:: ABOUT THIS EXERCISE ::
Pick out and copy every line below that has the word "Chłabówka".

:: MATERIAL SHOWN ::

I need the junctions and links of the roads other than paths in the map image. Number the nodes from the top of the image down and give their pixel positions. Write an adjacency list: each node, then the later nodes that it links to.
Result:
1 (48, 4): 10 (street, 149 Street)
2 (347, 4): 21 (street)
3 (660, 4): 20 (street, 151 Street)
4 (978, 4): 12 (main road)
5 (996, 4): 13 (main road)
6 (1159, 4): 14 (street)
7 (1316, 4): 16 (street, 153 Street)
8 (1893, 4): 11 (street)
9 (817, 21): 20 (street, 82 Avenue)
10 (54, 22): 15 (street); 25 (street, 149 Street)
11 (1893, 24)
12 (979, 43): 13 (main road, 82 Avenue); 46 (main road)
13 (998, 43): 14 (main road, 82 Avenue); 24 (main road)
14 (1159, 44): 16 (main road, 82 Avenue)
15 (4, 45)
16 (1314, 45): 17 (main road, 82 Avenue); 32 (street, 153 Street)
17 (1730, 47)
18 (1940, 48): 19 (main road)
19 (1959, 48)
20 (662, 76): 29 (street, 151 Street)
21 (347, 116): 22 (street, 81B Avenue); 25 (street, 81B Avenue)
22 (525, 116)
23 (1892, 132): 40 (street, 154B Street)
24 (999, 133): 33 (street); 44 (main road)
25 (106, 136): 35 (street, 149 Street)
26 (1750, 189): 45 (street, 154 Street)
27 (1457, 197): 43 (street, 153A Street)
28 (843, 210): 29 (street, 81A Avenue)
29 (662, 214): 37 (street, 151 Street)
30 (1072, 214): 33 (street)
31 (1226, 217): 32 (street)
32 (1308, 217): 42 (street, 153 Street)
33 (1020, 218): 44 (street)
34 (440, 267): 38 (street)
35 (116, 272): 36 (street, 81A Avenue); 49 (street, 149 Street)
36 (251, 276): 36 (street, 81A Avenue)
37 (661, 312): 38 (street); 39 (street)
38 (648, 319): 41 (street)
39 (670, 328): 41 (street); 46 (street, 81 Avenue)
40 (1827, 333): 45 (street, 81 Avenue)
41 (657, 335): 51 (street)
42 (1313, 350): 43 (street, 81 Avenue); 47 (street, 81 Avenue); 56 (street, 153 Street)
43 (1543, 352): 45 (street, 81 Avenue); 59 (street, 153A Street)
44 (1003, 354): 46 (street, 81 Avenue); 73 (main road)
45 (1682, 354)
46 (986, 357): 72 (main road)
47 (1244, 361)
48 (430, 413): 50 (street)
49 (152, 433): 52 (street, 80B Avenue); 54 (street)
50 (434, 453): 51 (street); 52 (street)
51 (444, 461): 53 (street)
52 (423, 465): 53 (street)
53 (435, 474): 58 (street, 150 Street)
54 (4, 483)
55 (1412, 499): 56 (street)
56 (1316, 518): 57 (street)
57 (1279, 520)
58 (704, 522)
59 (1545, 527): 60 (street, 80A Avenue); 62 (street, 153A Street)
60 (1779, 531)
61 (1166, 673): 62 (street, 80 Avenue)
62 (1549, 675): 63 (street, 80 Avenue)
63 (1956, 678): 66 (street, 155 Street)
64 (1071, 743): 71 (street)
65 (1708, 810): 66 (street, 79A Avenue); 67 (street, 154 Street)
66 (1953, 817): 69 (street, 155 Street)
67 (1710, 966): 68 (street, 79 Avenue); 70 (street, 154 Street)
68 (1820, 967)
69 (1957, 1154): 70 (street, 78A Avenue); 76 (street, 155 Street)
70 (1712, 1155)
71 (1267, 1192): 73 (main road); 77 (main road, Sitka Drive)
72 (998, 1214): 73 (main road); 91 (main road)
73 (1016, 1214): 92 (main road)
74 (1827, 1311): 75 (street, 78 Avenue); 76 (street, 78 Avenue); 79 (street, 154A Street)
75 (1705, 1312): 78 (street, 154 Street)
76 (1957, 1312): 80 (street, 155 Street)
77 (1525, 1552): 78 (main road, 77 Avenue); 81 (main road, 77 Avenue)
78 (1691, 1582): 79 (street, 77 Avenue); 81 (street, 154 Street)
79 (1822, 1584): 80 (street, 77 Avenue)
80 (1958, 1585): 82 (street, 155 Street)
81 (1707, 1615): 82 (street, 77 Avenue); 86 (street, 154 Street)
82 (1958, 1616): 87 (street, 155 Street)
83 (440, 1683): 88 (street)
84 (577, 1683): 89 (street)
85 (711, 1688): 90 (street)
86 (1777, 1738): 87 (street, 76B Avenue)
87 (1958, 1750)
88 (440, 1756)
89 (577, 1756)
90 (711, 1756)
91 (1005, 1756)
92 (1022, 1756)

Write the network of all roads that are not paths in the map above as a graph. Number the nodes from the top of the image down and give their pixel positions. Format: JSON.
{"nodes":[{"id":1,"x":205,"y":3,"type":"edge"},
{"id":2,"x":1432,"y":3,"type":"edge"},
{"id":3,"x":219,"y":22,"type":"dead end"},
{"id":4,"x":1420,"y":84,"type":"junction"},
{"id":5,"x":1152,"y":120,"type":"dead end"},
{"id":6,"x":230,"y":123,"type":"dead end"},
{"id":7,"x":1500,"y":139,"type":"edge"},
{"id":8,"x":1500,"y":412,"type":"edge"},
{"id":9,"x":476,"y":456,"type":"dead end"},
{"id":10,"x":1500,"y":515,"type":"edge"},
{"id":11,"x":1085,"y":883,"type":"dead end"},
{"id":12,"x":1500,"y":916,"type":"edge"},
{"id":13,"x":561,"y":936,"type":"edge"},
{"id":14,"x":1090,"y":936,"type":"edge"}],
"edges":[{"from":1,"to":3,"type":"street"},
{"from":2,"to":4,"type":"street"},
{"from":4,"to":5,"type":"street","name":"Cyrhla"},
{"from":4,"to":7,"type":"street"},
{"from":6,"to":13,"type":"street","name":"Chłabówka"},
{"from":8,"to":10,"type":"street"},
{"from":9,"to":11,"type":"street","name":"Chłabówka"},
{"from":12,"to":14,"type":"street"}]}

:: REPLY TO THE TASK ::
{"from":6,"to":13,"type":"street","name":"Chłabówka"},
{"from":9,"to":11,"type":"street","name":"Chłabówka"},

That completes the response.